TBK1, also known as T2K or NAK, is a serine/threonine kinase that plays a crucial role in the innate immune system by phosphorylating IRF3 and inducing the production of type-I interferon (IFN) and proinflammatory cytokines after viral infection (Figure 4B) (Cai et al., 2014; Fitzgerald et al., 2003; Ishii et al., 2006; Liu et al., 2015; Tanaka and Chen, 2012; C. Zhang et al., 2019). It also plays an important role in regulating autophagy by interacting with and phosphorylating autophagy adaptors, such as NDP52, p62, and OPTN (Figure 4A) as well as the C9ORF72/SMCR8/WDR41 autophagy complex (Ahmad et al., 2016; Heo et al., 2015; Korac et al., 2013; Moore and Holzbaur, 2016; Noad et al., 2017; Richter et al., 2016; Thurston et al., 2016; van Wijk et al., 2017; Vargas et al., 2019; Wild et al., 2011; Yang et al., 2016) (Figure 2D). TBK1 was identified as an ALS gene in two whole-exome sequencing (WES) studies from North American and European populations (Cirulli et al., 2015; Freischmidt et al., 2015), revealing eight mutations. Introducing these mutant alleles in human cell lines confirmed loss of TBK1 expression for most mutants, supporting a LOF mechanism in ALS (Brenner et al., 2019; Freischmidt et al., 2015). Over 80 ALS-associated mutations in TBK1 have been discovered to date (de Majo et al., 2018; Freischmidt et al., 2015).

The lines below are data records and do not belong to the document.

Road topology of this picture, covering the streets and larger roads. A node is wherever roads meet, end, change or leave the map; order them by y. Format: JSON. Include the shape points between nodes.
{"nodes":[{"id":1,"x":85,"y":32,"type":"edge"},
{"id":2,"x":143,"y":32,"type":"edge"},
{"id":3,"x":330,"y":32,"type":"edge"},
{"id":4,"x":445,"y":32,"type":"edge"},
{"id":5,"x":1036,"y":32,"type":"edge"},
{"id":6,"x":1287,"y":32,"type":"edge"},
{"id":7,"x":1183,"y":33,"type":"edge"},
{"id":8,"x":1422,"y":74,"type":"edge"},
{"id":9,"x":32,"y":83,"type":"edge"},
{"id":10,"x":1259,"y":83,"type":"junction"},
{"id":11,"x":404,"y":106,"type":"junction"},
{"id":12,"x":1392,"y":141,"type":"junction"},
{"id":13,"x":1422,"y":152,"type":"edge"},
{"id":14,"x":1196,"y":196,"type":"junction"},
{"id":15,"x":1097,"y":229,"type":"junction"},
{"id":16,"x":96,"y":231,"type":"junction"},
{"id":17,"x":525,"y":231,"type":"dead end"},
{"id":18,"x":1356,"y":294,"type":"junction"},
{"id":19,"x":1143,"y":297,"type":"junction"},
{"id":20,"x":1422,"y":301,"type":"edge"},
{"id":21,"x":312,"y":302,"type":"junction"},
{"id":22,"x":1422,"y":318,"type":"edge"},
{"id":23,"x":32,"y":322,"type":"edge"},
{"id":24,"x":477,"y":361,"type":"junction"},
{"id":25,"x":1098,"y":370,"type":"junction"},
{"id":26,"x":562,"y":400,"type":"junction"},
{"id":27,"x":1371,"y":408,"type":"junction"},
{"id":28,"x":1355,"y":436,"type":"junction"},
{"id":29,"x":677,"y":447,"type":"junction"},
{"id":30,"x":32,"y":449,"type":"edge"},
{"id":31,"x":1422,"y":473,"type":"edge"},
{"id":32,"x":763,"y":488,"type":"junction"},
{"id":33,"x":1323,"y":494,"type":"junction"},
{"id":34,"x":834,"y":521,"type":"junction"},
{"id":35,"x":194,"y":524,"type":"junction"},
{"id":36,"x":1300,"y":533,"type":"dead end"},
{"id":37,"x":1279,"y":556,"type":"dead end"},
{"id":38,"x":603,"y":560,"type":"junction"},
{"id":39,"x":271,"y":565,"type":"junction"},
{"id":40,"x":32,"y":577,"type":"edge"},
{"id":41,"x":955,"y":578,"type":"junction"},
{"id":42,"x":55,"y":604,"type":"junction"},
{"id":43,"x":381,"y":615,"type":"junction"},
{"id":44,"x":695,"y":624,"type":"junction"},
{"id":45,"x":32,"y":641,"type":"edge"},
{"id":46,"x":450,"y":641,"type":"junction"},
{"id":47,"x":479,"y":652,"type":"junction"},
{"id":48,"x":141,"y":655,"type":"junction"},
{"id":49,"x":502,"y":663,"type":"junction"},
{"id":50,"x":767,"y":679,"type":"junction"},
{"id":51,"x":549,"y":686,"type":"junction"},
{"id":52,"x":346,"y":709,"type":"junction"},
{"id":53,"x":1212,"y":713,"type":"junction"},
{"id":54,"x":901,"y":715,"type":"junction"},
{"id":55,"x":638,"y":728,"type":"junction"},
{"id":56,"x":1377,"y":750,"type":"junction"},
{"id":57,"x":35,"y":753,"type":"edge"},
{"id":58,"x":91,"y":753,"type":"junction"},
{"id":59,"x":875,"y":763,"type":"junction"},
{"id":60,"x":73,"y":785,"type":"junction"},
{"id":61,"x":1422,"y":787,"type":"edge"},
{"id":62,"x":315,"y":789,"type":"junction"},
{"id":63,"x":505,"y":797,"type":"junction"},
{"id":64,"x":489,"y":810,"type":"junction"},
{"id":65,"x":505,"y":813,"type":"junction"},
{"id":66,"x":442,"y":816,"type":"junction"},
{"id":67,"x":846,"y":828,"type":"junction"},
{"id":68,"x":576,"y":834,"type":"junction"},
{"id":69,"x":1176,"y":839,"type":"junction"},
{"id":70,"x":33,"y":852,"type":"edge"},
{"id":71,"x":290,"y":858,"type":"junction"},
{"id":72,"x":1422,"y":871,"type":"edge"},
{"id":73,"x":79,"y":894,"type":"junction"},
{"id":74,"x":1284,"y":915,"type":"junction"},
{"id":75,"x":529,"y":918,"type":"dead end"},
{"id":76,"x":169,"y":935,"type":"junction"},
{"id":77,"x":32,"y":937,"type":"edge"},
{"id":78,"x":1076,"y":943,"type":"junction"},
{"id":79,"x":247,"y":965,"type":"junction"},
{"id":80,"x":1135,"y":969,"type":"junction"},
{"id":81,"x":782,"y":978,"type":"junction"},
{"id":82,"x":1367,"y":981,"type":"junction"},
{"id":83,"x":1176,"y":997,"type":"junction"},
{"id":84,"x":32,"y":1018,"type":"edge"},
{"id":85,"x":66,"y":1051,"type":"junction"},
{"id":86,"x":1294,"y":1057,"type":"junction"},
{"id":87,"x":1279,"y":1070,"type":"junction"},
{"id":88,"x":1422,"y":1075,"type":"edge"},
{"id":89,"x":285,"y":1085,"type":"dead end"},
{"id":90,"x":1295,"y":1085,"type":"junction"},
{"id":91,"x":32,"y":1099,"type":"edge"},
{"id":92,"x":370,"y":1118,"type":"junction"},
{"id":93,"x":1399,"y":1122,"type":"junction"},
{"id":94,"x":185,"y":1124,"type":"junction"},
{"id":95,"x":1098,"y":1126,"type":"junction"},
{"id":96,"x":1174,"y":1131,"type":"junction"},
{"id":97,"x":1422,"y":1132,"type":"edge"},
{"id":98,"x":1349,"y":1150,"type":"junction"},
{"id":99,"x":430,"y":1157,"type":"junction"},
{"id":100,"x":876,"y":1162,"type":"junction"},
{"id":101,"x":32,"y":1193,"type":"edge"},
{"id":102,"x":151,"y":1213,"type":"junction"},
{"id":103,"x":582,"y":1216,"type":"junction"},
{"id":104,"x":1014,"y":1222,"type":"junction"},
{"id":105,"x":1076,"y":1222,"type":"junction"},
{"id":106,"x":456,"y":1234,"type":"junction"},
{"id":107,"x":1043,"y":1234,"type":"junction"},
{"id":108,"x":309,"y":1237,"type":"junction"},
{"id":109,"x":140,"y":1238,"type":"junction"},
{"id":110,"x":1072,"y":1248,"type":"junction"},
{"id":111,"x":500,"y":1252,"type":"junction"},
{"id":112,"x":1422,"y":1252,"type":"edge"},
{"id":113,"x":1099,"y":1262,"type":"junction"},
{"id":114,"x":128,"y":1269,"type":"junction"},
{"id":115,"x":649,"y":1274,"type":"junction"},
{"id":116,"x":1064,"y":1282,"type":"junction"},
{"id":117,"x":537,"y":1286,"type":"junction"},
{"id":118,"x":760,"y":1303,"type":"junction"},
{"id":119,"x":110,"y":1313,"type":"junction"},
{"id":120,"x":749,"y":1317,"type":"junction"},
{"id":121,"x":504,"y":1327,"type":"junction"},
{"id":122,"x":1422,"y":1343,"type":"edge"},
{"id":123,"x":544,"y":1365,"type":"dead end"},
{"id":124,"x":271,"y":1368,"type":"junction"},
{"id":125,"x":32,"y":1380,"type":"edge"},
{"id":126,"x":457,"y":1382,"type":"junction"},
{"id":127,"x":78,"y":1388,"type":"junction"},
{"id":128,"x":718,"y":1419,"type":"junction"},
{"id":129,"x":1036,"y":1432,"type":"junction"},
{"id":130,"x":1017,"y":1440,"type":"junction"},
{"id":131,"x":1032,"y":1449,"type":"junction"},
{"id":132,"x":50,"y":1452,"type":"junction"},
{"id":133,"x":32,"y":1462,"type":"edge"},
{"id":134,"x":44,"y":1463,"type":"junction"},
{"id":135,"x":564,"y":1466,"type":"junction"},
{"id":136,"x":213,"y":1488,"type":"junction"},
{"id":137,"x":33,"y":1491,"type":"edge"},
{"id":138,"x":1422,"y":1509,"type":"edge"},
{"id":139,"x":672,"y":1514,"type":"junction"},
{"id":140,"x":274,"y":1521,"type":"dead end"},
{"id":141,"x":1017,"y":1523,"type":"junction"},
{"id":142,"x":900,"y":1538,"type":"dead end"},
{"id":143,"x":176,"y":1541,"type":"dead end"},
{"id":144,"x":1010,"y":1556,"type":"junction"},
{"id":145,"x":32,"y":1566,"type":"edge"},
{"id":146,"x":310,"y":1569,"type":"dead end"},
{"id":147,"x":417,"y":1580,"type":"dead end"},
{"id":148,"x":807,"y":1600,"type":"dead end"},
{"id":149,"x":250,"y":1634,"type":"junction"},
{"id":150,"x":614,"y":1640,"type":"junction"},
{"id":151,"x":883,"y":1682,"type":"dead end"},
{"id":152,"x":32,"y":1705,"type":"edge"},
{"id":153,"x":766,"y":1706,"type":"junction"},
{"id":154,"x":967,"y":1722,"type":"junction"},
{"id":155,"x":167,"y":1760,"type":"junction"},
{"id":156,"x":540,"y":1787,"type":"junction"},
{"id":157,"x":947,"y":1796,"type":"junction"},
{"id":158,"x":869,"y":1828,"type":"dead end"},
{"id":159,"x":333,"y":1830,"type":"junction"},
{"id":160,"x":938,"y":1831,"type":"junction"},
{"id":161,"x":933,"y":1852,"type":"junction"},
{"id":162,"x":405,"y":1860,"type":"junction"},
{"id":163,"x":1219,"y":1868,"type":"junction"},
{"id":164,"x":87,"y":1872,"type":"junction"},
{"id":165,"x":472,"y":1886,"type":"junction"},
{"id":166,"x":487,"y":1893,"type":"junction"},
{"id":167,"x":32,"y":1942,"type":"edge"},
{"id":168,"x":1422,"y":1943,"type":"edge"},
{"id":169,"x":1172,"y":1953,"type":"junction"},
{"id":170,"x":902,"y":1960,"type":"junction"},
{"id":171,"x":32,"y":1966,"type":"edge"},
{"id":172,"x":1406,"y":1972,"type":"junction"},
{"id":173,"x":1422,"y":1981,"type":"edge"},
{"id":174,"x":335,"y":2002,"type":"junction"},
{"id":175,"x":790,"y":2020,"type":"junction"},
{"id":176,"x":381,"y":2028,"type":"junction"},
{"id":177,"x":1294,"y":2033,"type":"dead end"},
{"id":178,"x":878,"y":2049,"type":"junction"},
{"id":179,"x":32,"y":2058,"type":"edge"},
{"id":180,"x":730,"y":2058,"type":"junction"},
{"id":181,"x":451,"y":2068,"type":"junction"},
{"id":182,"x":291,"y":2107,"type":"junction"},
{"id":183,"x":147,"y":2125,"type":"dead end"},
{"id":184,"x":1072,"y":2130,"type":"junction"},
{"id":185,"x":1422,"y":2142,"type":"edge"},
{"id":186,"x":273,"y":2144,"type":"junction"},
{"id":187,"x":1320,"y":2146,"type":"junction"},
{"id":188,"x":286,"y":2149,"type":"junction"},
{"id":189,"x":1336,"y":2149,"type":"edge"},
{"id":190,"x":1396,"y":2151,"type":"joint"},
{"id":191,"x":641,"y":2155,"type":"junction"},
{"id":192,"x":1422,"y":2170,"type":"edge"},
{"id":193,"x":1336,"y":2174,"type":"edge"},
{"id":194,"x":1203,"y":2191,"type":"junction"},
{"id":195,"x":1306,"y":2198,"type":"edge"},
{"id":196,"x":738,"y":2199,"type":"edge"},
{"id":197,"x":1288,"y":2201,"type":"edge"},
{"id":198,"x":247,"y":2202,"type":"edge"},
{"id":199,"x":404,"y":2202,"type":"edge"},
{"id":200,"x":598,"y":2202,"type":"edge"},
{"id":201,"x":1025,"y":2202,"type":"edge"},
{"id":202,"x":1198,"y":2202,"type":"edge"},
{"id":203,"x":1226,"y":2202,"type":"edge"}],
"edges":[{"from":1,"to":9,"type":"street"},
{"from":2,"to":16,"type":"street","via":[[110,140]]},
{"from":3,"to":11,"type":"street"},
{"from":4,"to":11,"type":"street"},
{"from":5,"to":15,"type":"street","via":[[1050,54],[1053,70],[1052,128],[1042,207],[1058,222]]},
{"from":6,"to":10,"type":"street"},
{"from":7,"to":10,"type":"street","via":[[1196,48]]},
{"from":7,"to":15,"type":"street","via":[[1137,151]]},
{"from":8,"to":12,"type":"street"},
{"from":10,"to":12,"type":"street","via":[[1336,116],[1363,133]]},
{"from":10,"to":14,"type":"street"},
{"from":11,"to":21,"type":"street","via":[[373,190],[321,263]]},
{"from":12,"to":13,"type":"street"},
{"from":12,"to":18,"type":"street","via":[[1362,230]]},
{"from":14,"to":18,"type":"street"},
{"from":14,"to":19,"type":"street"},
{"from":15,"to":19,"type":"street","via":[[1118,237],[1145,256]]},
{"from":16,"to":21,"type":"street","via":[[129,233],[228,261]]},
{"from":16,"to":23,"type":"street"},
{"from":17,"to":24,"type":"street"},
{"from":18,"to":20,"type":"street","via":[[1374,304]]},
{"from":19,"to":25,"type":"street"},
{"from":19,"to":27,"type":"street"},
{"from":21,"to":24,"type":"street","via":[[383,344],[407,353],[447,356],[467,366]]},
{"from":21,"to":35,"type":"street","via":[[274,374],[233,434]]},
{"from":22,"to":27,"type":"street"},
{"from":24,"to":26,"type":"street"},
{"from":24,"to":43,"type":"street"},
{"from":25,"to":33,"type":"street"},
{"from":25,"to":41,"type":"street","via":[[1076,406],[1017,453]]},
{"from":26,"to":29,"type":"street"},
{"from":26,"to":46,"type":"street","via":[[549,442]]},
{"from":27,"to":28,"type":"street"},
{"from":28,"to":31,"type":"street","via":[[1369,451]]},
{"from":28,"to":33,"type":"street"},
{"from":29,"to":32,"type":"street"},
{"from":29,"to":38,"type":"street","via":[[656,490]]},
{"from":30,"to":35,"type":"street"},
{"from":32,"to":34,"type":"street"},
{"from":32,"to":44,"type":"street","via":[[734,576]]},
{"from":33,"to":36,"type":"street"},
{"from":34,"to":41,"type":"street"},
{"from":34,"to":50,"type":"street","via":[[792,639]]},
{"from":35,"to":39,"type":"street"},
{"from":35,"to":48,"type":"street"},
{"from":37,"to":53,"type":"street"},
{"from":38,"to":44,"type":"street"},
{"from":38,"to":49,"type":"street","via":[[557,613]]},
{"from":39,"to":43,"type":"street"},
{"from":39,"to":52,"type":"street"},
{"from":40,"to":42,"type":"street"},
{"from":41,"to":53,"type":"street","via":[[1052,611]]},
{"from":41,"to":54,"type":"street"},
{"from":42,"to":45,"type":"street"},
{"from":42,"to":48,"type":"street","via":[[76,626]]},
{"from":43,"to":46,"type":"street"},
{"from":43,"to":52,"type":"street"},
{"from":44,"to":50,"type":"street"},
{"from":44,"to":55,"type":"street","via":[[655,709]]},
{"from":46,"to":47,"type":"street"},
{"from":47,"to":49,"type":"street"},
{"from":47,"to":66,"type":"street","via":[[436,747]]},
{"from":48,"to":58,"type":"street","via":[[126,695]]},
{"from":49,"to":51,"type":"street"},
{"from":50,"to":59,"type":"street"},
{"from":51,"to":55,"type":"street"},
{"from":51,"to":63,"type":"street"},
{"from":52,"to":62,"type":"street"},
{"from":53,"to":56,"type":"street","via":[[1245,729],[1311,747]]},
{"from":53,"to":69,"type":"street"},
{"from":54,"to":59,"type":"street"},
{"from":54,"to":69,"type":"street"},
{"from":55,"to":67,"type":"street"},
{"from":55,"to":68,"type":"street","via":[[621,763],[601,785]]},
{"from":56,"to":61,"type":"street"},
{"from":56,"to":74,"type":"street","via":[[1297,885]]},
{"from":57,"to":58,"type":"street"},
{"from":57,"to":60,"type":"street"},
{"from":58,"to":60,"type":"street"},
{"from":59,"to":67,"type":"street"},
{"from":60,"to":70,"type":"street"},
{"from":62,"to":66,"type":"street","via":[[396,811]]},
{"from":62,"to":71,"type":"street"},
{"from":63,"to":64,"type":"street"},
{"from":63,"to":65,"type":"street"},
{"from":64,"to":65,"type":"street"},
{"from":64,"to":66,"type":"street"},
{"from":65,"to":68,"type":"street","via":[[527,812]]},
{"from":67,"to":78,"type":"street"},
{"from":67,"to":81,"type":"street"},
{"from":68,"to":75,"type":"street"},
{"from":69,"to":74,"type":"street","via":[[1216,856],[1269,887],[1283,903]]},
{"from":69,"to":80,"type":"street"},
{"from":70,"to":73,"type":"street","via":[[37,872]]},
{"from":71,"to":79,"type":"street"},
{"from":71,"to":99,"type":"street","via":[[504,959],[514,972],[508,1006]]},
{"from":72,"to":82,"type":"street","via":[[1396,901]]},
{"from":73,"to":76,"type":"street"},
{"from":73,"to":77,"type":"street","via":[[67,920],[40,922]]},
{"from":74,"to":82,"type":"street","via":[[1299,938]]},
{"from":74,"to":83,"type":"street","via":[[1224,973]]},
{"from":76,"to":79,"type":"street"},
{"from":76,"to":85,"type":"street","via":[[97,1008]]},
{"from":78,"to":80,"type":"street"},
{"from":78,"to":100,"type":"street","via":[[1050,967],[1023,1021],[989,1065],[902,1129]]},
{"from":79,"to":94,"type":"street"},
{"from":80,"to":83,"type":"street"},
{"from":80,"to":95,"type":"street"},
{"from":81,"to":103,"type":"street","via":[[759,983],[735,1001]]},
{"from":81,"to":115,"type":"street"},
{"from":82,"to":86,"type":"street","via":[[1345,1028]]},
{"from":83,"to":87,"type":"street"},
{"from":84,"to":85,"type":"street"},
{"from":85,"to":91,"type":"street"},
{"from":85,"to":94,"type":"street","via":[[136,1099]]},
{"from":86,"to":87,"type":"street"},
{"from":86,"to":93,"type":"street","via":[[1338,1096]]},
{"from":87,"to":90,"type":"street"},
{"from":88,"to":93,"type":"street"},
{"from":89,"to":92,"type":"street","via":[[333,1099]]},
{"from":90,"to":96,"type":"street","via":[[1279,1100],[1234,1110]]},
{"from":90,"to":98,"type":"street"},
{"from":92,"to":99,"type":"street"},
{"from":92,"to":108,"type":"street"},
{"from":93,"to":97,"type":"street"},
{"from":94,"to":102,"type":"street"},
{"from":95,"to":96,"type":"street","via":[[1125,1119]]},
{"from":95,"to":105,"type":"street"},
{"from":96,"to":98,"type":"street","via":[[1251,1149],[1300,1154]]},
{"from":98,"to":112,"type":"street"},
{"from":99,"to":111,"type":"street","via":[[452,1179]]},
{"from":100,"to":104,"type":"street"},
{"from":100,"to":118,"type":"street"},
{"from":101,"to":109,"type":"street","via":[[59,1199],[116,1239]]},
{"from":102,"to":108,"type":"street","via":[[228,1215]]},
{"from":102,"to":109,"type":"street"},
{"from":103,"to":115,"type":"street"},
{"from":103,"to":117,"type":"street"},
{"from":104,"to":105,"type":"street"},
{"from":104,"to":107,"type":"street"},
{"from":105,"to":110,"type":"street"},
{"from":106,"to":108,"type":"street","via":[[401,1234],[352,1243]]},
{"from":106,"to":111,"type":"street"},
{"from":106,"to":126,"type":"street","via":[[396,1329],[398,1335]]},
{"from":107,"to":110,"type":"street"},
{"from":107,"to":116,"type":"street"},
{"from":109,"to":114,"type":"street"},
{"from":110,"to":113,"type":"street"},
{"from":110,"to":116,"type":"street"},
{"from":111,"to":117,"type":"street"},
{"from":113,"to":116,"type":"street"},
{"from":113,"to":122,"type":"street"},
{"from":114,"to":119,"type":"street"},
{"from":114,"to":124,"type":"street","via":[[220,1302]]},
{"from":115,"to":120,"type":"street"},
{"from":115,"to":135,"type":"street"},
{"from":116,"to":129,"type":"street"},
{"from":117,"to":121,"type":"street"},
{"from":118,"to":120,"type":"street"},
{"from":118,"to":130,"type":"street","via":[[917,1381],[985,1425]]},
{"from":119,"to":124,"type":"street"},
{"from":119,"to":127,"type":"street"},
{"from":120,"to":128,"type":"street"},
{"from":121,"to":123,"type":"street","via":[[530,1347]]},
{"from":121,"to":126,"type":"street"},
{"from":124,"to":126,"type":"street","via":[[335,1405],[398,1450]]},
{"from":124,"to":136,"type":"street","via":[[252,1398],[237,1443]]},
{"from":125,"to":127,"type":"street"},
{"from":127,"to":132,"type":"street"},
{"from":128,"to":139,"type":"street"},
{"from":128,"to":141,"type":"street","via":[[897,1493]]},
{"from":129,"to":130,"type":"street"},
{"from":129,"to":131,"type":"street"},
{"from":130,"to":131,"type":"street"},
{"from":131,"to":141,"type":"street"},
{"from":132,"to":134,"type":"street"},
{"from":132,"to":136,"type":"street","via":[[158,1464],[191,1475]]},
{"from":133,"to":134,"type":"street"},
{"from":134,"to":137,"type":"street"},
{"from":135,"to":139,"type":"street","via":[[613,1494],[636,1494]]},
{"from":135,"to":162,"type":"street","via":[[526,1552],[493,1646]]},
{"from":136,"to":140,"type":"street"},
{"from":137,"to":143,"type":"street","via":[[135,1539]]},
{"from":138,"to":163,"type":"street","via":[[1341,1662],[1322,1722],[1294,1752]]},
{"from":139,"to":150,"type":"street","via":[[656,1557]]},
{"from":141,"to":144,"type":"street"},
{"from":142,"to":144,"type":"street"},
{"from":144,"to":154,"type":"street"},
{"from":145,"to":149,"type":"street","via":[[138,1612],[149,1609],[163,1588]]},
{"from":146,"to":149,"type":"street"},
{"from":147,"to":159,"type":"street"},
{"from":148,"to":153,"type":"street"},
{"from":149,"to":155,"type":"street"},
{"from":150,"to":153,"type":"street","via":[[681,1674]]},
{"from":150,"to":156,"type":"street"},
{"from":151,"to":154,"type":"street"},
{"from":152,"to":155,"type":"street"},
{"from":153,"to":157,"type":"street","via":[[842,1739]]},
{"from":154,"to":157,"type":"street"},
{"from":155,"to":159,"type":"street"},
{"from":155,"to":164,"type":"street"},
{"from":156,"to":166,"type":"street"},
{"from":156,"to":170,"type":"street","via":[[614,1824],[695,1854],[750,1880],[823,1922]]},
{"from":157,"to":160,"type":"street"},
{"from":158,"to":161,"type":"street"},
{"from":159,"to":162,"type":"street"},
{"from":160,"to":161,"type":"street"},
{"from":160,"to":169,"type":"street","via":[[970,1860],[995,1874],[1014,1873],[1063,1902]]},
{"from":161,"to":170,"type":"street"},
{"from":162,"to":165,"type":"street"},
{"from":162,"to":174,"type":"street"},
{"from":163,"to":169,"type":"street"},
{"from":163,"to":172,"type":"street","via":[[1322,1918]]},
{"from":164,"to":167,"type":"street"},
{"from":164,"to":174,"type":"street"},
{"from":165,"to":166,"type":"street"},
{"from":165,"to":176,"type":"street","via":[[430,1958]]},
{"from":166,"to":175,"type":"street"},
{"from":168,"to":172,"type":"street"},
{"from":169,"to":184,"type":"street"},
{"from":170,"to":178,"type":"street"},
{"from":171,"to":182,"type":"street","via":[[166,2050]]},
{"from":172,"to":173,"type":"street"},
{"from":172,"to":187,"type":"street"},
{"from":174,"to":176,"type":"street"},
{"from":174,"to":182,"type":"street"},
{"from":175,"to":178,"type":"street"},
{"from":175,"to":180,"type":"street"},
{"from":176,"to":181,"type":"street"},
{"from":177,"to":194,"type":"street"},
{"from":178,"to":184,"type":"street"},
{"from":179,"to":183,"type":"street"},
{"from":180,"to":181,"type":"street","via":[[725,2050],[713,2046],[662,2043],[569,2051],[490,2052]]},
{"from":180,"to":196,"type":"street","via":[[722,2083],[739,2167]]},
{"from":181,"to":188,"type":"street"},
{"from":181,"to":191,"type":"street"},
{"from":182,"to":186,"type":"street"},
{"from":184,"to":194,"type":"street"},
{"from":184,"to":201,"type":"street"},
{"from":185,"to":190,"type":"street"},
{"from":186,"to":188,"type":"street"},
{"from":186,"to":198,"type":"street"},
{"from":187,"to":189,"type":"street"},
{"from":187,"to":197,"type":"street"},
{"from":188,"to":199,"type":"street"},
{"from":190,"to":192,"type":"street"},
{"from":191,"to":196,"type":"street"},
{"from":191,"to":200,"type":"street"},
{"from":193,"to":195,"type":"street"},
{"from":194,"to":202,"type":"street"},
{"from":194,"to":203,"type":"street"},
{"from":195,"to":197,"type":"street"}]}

In mice, Tbk1 LOF alone does not seem to cause ALS-like phenotypes, as heterozygous Tbk1+/− animals do not exhibit signs of motor neuron degeneration or impaired autophagy at 200 days of age (Brenner et al., 2019). However, Tbk1+/− mice with reduced expression of Tak1 in myeloid cells exhibit ALS/FTD-like phenotypes including TDP-43 aggregation, neuroinflammation, axonal degeneration, and neuron loss (Xu et al., 2018). Additionally, Tbk1+/− mice overexpressing the ALS-causing SOD1 G93A mutation show accelerated clinical onset, muscular denervation, and impaired autophagy (Brenner et al., 2019). Point mutations that decrease Tbk1’s kinase activity also accelerate disease onset in SOD1G39A mice but surprisingly extend lifespan (Gerbino et al., 2020). Together, these findings indicate that TBK1 LOF mutations can contribute to and modify ALS pathogenesis (Brenner et al., 2019; Gerbino et al., 2020; Xu et al., 2018).

The relationship between the two independent LOF ALS genes TBK1 and OPTN is one that warrants closer scrutiny. For instance, expression of the ALS-causing p.690–713del TBK1 mutant in human HEK293T cells abolishes its interaction with OPTN (Freischmidt et al., 2015). Moreover, this mutant TBK1 is still able to phosphorylate and interact with IRF3, suggesting that impairment of the interaction between TBK1 and OPTN may be sufficient to cause ALS (Freischmidt et al., 2015). This possibility is further strengthened by the finding that the p.E696K missense mutation in TBK1 abolishes TBK1’s interaction with OPTN in vitro and in vivo despite still being able to interact with other protein partners (Freischmidt et al., 2015; Li et al., 2018; Moore and Holzbaur, 2016; Richter et al., 2016), implying that the disrupted interaction with OPTN is specific. Since these initial studies, other missense mutations in TBK1 have been identified in ALS patients that also reduce levels of activated TBK1 and abolish its interactions with both IRF3 and OPTN (de Majo et al., 2018).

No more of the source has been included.